ACTIVITY:
Among the lines below, return each one that contains the word "ЗАПАДНАЯ".

DATA EXTRACT:
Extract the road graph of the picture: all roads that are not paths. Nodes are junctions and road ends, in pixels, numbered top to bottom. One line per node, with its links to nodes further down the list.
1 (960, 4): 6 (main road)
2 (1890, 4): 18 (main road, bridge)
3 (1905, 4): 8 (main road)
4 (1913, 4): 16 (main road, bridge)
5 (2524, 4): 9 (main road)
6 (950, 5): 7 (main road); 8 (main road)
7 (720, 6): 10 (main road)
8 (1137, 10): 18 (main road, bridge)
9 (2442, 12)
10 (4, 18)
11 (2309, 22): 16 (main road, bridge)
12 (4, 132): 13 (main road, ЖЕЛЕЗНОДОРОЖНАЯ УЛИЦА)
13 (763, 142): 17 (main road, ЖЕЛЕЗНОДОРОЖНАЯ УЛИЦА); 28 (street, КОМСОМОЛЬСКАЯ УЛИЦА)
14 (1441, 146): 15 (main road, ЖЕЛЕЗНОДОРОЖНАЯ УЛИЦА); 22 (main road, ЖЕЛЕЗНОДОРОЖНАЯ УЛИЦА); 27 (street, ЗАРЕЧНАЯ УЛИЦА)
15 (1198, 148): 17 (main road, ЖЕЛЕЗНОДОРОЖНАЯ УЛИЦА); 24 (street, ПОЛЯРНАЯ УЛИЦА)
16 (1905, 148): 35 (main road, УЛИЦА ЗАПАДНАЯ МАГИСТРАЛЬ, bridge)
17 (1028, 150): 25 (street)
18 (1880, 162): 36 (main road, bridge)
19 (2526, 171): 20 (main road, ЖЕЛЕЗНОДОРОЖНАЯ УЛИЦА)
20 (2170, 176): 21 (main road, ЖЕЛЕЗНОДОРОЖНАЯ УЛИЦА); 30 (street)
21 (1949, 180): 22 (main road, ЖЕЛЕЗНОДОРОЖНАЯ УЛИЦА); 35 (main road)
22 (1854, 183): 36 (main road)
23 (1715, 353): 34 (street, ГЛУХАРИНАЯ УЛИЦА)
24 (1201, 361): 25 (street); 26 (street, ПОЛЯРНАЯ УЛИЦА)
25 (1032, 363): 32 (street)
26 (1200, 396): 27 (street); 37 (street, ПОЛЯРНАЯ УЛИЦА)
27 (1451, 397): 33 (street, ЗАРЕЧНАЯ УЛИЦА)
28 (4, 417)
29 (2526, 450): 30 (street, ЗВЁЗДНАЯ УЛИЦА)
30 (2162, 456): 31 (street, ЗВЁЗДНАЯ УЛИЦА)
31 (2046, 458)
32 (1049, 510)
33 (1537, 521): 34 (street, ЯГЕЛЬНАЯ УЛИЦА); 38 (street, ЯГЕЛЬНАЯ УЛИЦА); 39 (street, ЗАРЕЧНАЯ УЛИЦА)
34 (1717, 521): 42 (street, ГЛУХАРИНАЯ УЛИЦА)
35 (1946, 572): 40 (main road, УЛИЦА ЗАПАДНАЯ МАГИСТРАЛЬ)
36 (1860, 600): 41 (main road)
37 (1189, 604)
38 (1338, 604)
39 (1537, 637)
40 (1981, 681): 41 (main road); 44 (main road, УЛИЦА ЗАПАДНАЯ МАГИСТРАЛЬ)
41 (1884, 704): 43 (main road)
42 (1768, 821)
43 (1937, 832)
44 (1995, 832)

WRITTEN REPLY:
16 (1905, 148): 35 (main road, УЛИЦА ЗАПАДНАЯ МАГИСТРАЛЬ, bridge)
35 (1946, 572): 40 (main road, УЛИЦА ЗАПАДНАЯ МАГИСТРАЛЬ)
40 (1981, 681): 41 (main road); 44 (main road, УЛИЦА ЗАПАДНАЯ МАГИСТРАЛЬ)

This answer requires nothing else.